• **DIRECTIONS FOR THIS TASK**: Establish how many lines below contain the string "graph". Respond with that number alone.

• **DATA EXTRACTS**:
──────────
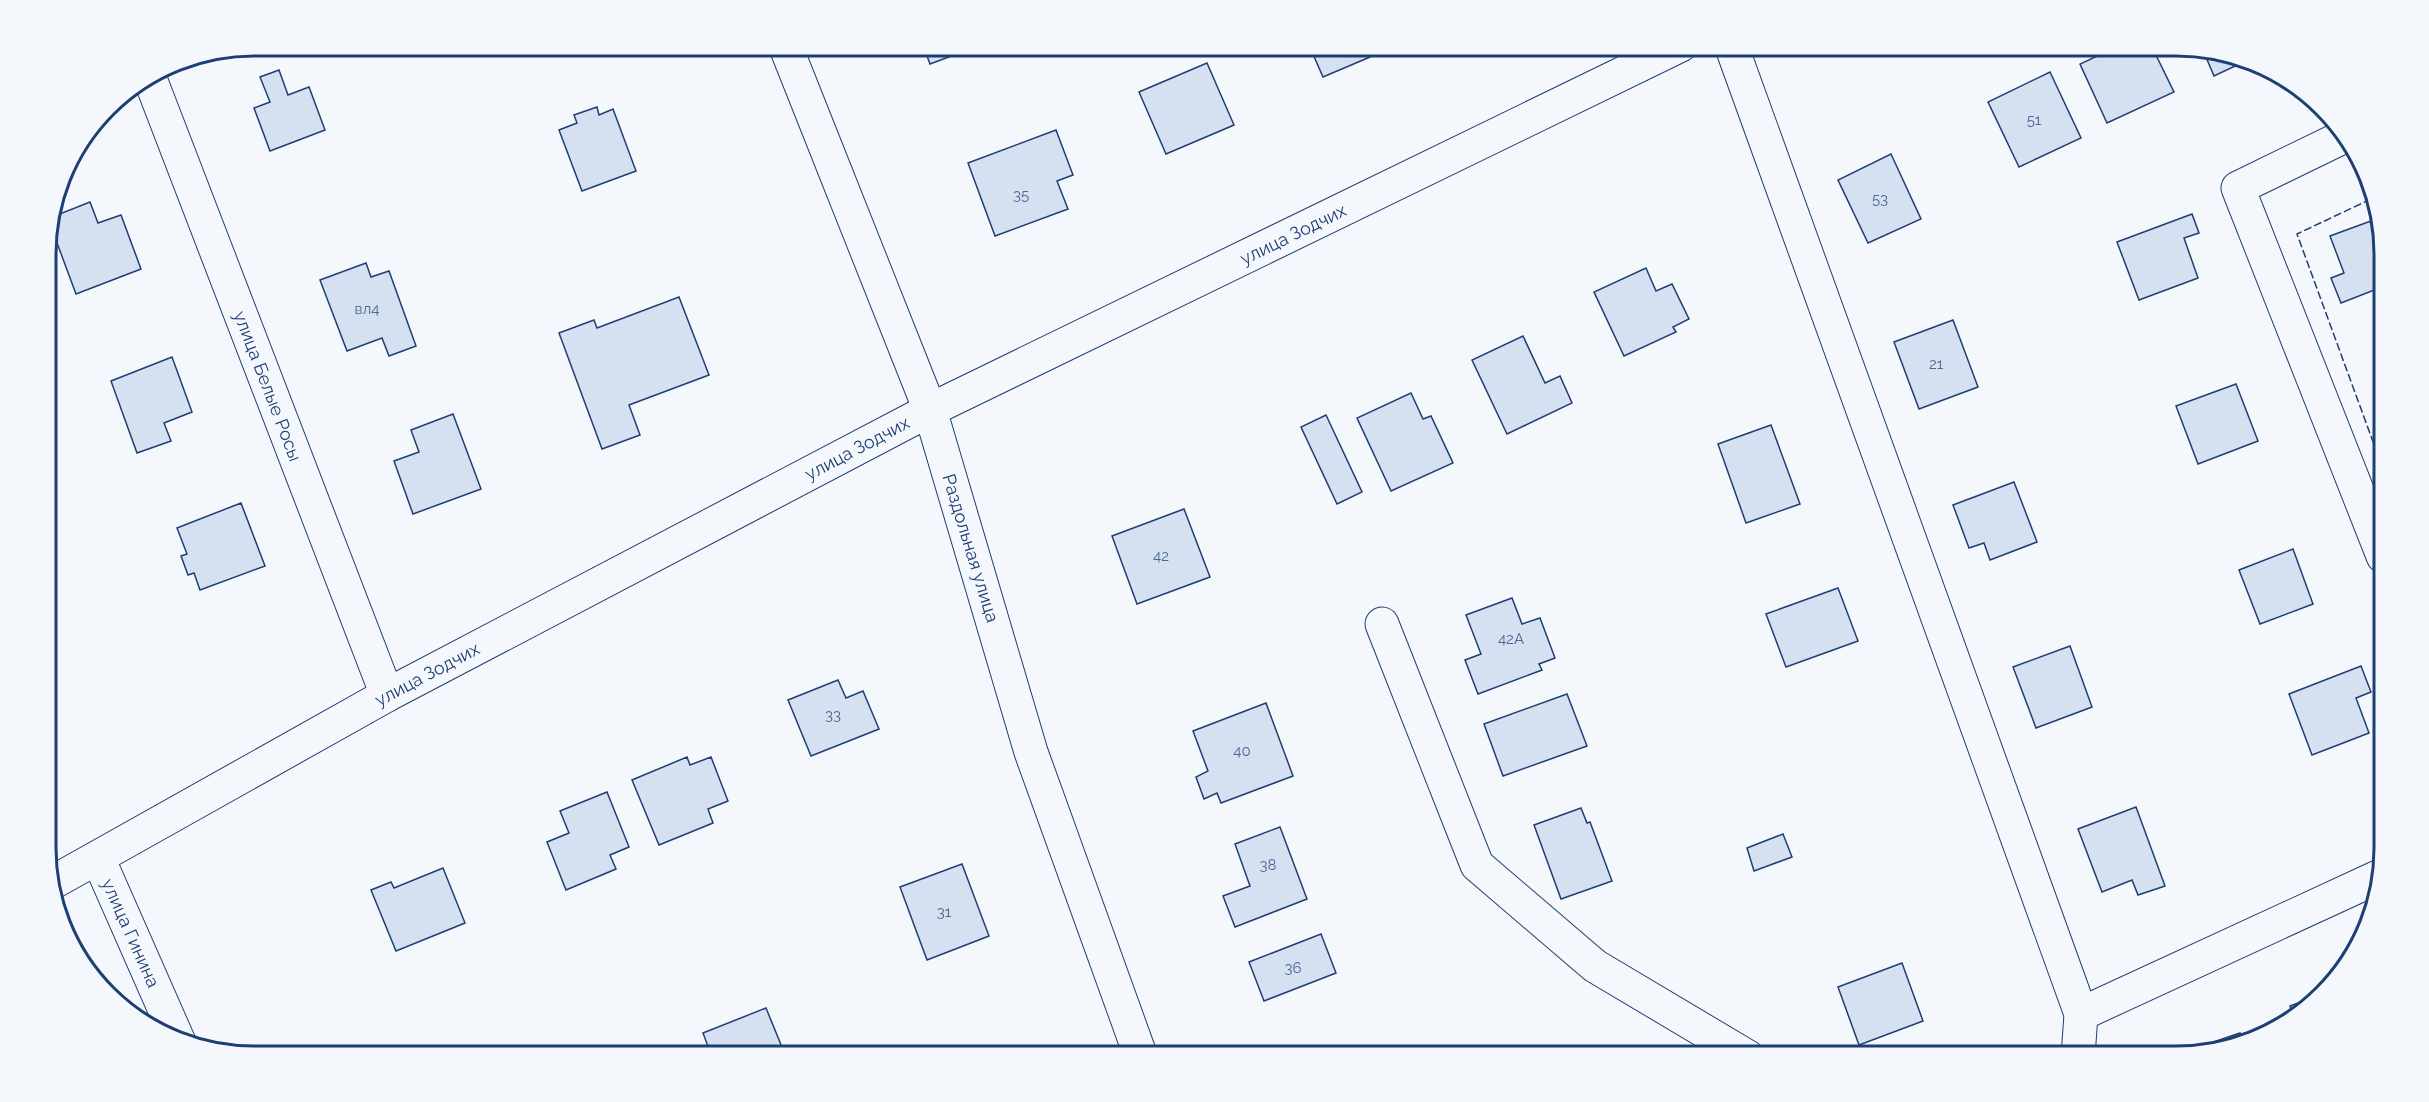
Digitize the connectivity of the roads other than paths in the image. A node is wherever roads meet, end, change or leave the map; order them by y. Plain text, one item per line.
1 (789, 56) edge
2 (1658, 56) edge
3 (1735, 56) edge
4 (152, 84) edge
5 (2337, 140) edge
6 (930, 410) junction
7 (2373, 531) edge
8 (1382, 624) dead end
9 (387, 695) junction
10 (98, 858) junction
11 (58, 880) edge
12 (2371, 880) edge
13 (2081, 1014) junction
14 (172, 1028) edge
15 (1138, 1046) edge
16 (1730, 1046) edge
17 (2079, 1046) edge

1 - 6 street, Раздольная улица
2 - 6 street, улица Зодчих
3 - 13 street
4 - 9 street, улица Белые Росы
5 - 7 street
6 - 9 street, улица Зодчих
6 - 15 street, Раздольная улица
8 - 16 street
9 - 10 street, улица Зодчих
10 - 11 street, улица Зодчих
10 - 14 street, улица Гинина
12 - 13 street
13 - 17 street

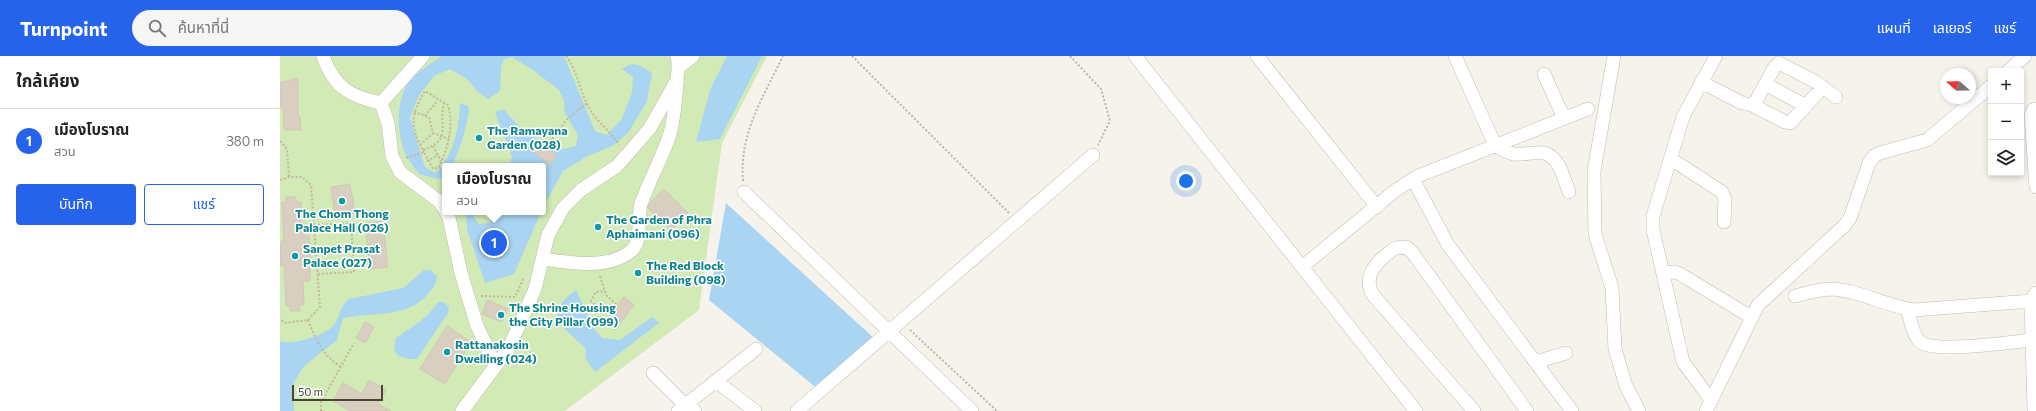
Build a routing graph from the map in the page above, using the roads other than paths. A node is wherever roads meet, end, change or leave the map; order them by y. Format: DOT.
graph roads {
  1 [pos="323,56"];
  2 [pos="423,56"];
  3 [pos="693,56"];
  4 [pos="1257,56"];
  5 [pos="1455,56"];
  6 [pos="1614,56"];
  7 [pos="1716,56"];
  8 [pos="2023,57"];
  9 [pos="1140,58"];
  10 [pos="679,61"];
  11 [pos="2011,68"];
  12 [pos="1544,74"];
  13 [pos="677,80"];
  14 [pos="1701,82"];
  15 [pos="1766,84"];
  16 [pos="1824,87"];
  17 [pos="1988,89"];
  18 [pos="1836,96"];
  19 [pos="381,103"];
  20 [pos="1752,105"];
  21 [pos="1806,106"];
  22 [pos="1588,109"];
  23 [pos="2036,109"];
  24 [pos="1564,118"];
  25 [pos="1495,145"];
  26 [pos="1093,155"];
  27 [pos="1670,159"];
  28 [pos="1413,179"];
  29 [pos="2036,187"];
  30 [pos="744,192"];
  31 [pos="1568,192"];
  32 [pos="442,205"];
  33 [pos="1376,207"];
  34 [pos="449,215"];
  35 [pos="1724,222"];
  36 [pos="543,258"];
  37 [pos="1302,267"];
  38 [pos="1663,273"];
  39 [pos="1795,296"];
  40 [pos="2033,297"];
  41 [pos="1907,309"];
  42 [pos="1751,317"];
  43 [pos="888,332"];
  44 [pos="2032,340"];
  45 [pos="756,349"];
  46 [pos="1566,353"];
  47 [pos="1536,362"];
  48 [pos="495,364"];
  49 [pos="653,373"];
  50 [pos="716,381"];
  51 [pos="1708,405"];
  52 [pos="686,409"];
  53 [pos="462,411"];
  54 [pos="755,411"];
  55 [pos="797,411"];
  56 [pos="972,411"];
  57 [pos="1416,411"];
  58 [pos="1474,411"];
  59 [pos="1526,411"];
  60 [pos="1572,411"];
  61 [pos="1639,411"];
  62 [pos="2034,411"];
  1 -- 19 [label="street"];
  2 -- 19 [label="street"];
  3 -- 10 [label="street"];
  4 -- 33 [label="street"];
  5 -- 25 [label="street"];
  6 -- 61 [label="street"];
  7 -- 14 [label="street"];
  8 -- 11 [label="street"];
  9 -- 37 [label="street"];
  10 -- 13 [label="street"];
  12 -- 24 [label="street"];
  13 -- 36 [label="street"];
  13 -- 36 [label="street"];
  14 -- 20 [label="street"];
  14 -- 27 [label="street"];
  15 -- 16 [label="street"];
  15 -- 20 [label="street"];
  15 -- 21 [label="street"];
  16 -- 18 [label="street"];
  16 -- 21 [label="street"];
  17 -- 42 [label="street"];
  19 -- 32 [label="street"];
  20 -- 21 [label="street"];
  22 -- 24 [label="street"];
  23 -- 29 [label="street"];
  24 -- 25 [label="street"];
  25 -- 28 [label="street"];
  25 -- 31 [label="street"];
  26 -- 43 [label="street"];
  27 -- 35 [label="street"];
  27 -- 38 [label="street"];
  28 -- 33 [label="street"];
  28 -- 47 [label="street"];
  30 -- 43 [label="street"];
  33 -- 37 [label="street"];
  34 -- 48 [label="street"];
  36 -- 48 [label="street"];
  37 -- 57 [label="street"];
  38 -- 42 [label="street"];
  38 -- 51 [label="street"];
  39 -- 41 [label="street"];
  40 -- 41 [label="street"];
  40 -- 44 [label="street"];
  41 -- 44 [label="street"];
  42 -- 51 [label="street"];
  43 -- 55 [label="street"];
  43 -- 56 [label="street"];
  44 -- 62 [label="street"];
  45 -- 50 [label="street"];
  46 -- 47 [label="street"];
  47 -- 60 [label="street"];
  48 -- 53 [label="street"];
  49 -- 52 [label="street"];
  50 -- 52 [label="street"];
  50 -- 54 [label="street"];
  58 -- 59 [label="street"];
}
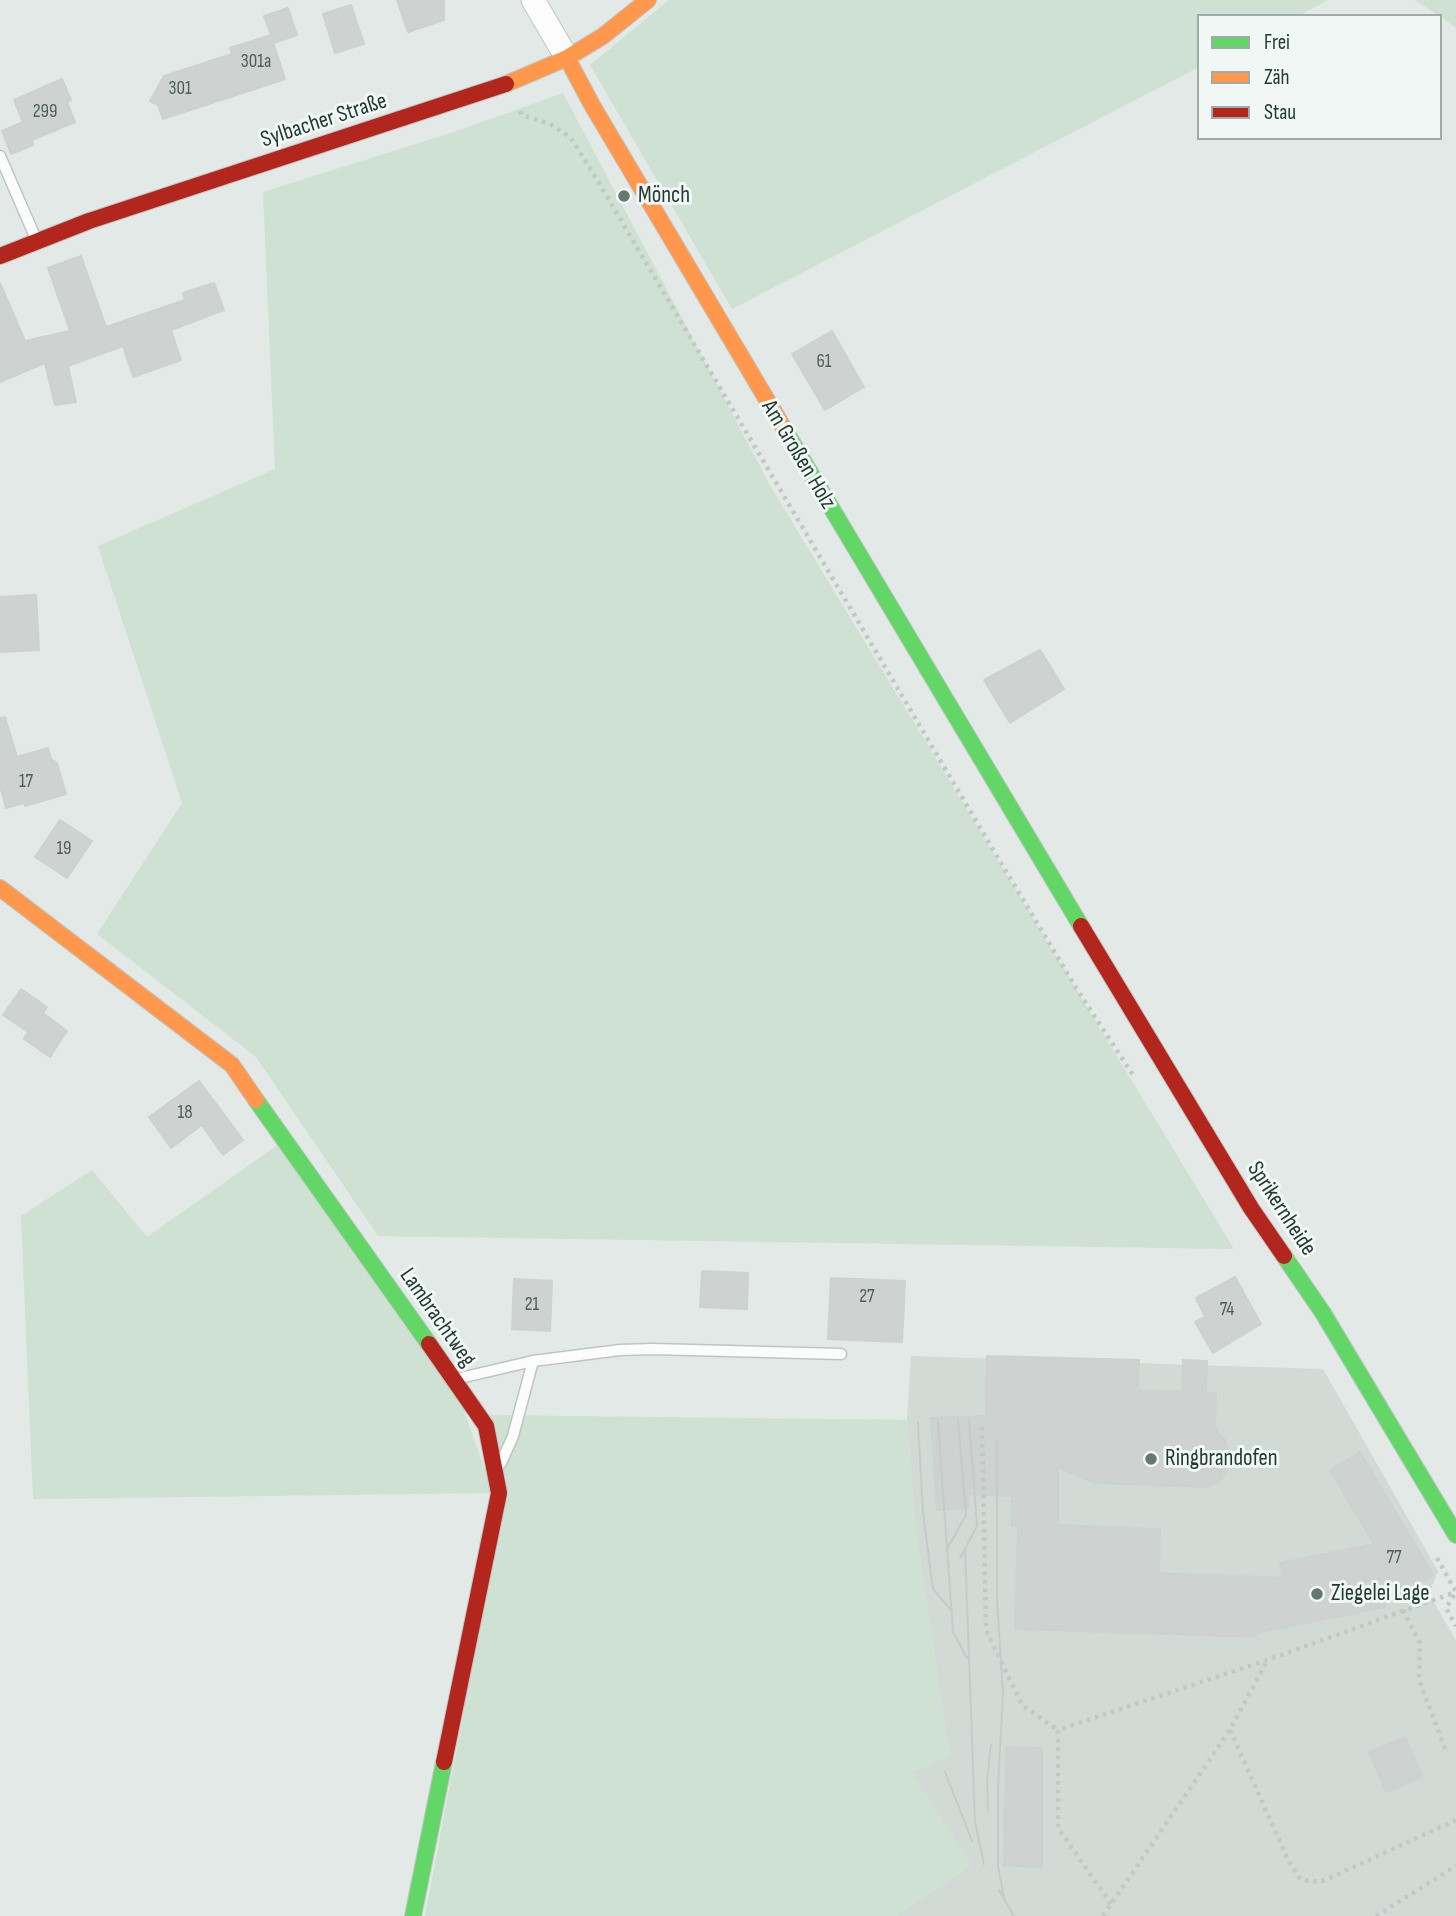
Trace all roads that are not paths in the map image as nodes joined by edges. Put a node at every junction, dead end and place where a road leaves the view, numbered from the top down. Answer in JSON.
{"nodes":[{"id":1,"x":533,"y":0,"type":"edge"},
{"id":2,"x":648,"y":0,"type":"edge"},
{"id":3,"x":568,"y":58,"type":"junction"},
{"id":4,"x":0,"y":156,"type":"edge"},
{"id":5,"x":37,"y":241,"type":"junction"},
{"id":6,"x":0,"y":256,"type":"edge"},
{"id":7,"x":0,"y":888,"type":"edge"},
{"id":8,"x":1070,"y":906,"type":"joint"},
{"id":9,"x":841,"y":1354,"type":"dead end"},
{"id":10,"x":533,"y":1361,"type":"junction"},
{"id":11,"x":454,"y":1380,"type":"junction"},
{"id":12,"x":496,"y":1475,"type":"junction"},
{"id":13,"x":1456,"y":1535,"type":"edge"},
{"id":14,"x":413,"y":1916,"type":"edge"}],
"edges":[{"from":1,"to":3,"type":"street","name":"Am Großen Holz"},
{"from":2,"to":3,"type":"main road","name":"Sylbacher Straße"},
{"from":3,"to":5,"type":"main road","name":"Sylbacher Straße"},
{"from":3,"to":8,"type":"main road","name":"Am Großen Holz"},
{"from":4,"to":5,"type":"lane"},
{"from":5,"to":6,"type":"main road","name":"Sylbacher Straße"},
{"from":7,"to":11,"type":"main road","name":"Lambrachtweg"},
{"from":8,"to":13,"type":"main road","name":"Sprikernheide"},
{"from":9,"to":10,"type":"lane"},
{"from":10,"to":11,"type":"lane"},
{"from":10,"to":12,"type":"lane"},
{"from":11,"to":12,"type":"main road","name":"Lambrachtweg"},
{"from":12,"to":14,"type":"main road","name":"Lambrachtweg"}]}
──────────
• **RESPONSE**: 2